I love galettes. They are delicious, customizable and perfect for a unfussy but still refined dinner party. You’ll learn how to make a perfectly flaky dough and tried and true fillings that scream summer.
No sourdough starter? No problem! I’ll give you some of mine to take home.
Sweet & Savory Green Garlic & Miso Shortbread



INGREDIENTS
2 sticks (225g) unsalted butter, softened
½ c (60g) powdered sugar
~⅔ c (50g) finely grated Parmesan cheese + extra for dusting
2 Tbsp white or yellow miso
2-3 tsp minced green garlic
¼-½ tsp freshly ground black pepper
2 c (290g) all purpose flour
Coarse sugar for the tops (optional)
Flaky salt for garnish (optional)
Wild onion flowers for garnish (optional)
DIRECTIONS
Heat the oven to 350°F (180°C).
Add butter and sugar to a stand mixer and mix using the paddle attachment for 2-3 minutes until smooth.

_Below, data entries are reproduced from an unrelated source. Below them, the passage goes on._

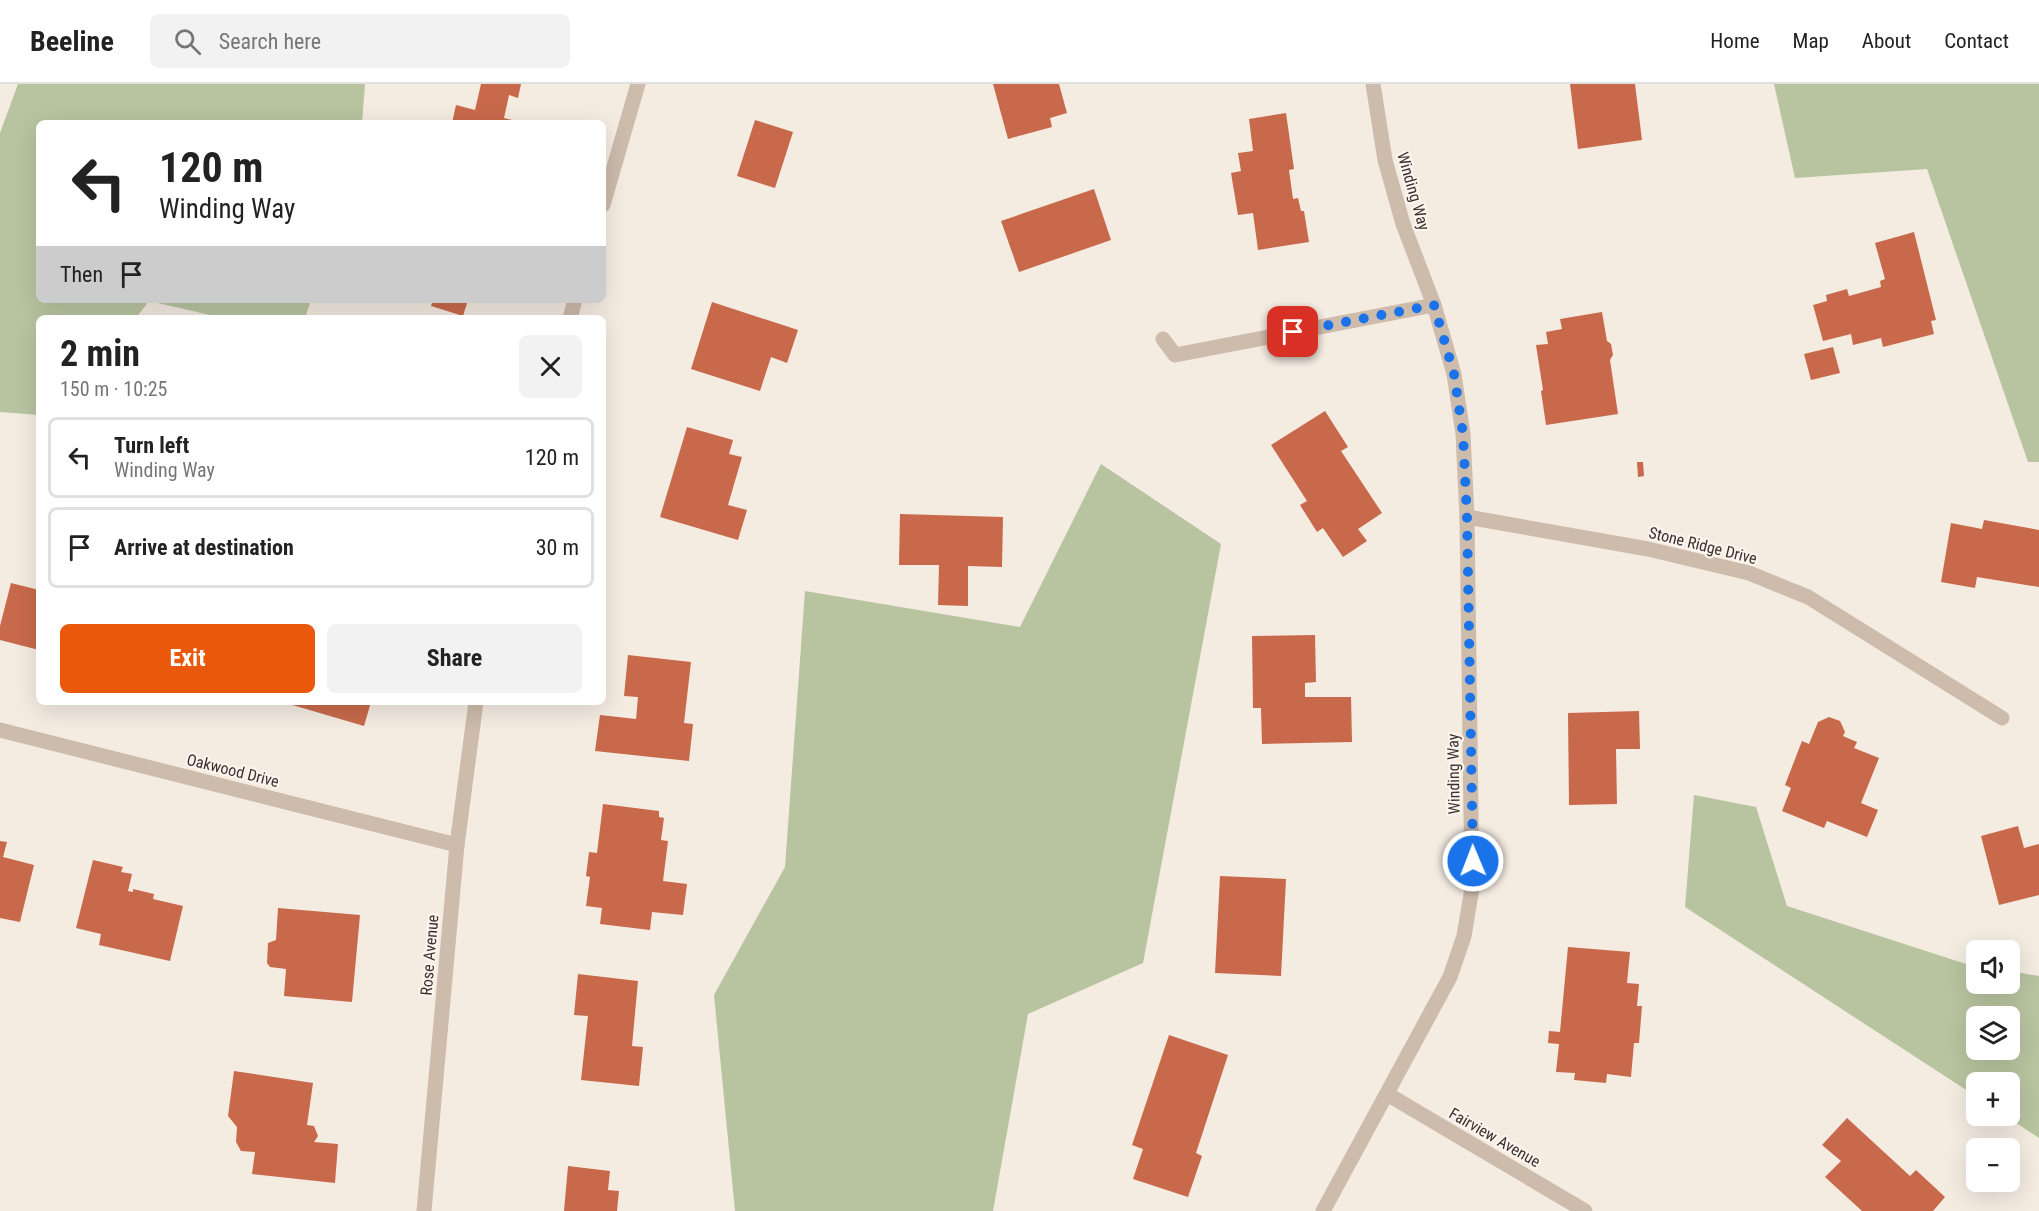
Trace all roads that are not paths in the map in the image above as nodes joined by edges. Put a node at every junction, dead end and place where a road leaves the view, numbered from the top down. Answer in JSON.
{"nodes":[{"id":1,"x":638,"y":84,"type":"edge"},
{"id":2,"x":1373,"y":84,"type":"edge"},
{"id":3,"x":606,"y":195,"type":"edge"},
{"id":4,"x":1434,"y":305,"type":"junction"},
{"id":5,"x":1163,"y":339,"type":"dead end"},
{"id":6,"x":1467,"y":517,"type":"junction"},
{"id":7,"x":476,"y":705,"type":"edge"},
{"id":8,"x":2002,"y":718,"type":"dead end"},
{"id":9,"x":0,"y":730,"type":"edge"},
{"id":10,"x":457,"y":845,"type":"junction"},
{"id":11,"x":1387,"y":1094,"type":"junction"},
{"id":12,"x":424,"y":1211,"type":"edge"},
{"id":13,"x":1323,"y":1211,"type":"edge"},
{"id":14,"x":1585,"y":1211,"type":"edge"}],
"edges":[{"from":1,"to":3,"type":"street"},
{"from":2,"to":4,"type":"street","name":"Winding Way"},
{"from":4,"to":5,"type":"street"},
{"from":4,"to":6,"type":"street","name":"Winding Way"},
{"from":6,"to":8,"type":"street","name":"Stone Ridge Drive"},
{"from":6,"to":11,"type":"street","name":"Winding Way"},
{"from":7,"to":10,"type":"street","name":"Rose Avenue"},
{"from":9,"to":10,"type":"street","name":"Oakwood Drive"},
{"from":10,"to":12,"type":"street","name":"Rose Avenue"},
{"from":11,"to":13,"type":"street","name":"Winding Way"},
{"from":11,"to":14,"type":"street","name":"Fairview Avenue"}]}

Add cheese, miso, green garlic and black pepper and mix for another minute, scraping the sides down as needed.
Add in flour and mix until just combined.
Transfer dough to a 8” cast iron pan and flatten evenly. Sprinkle sugar, flaky salt and flowers on top and press lightly to ensure adherence.
Place in the oven. Bake for 22-25 minutes until the top is lightly browned.
Yield: One 8” pan or 24-32 cookies, depending on how they are rolled and cut
NOTE:
If you don’t have green garlic, substitute chives or green onions.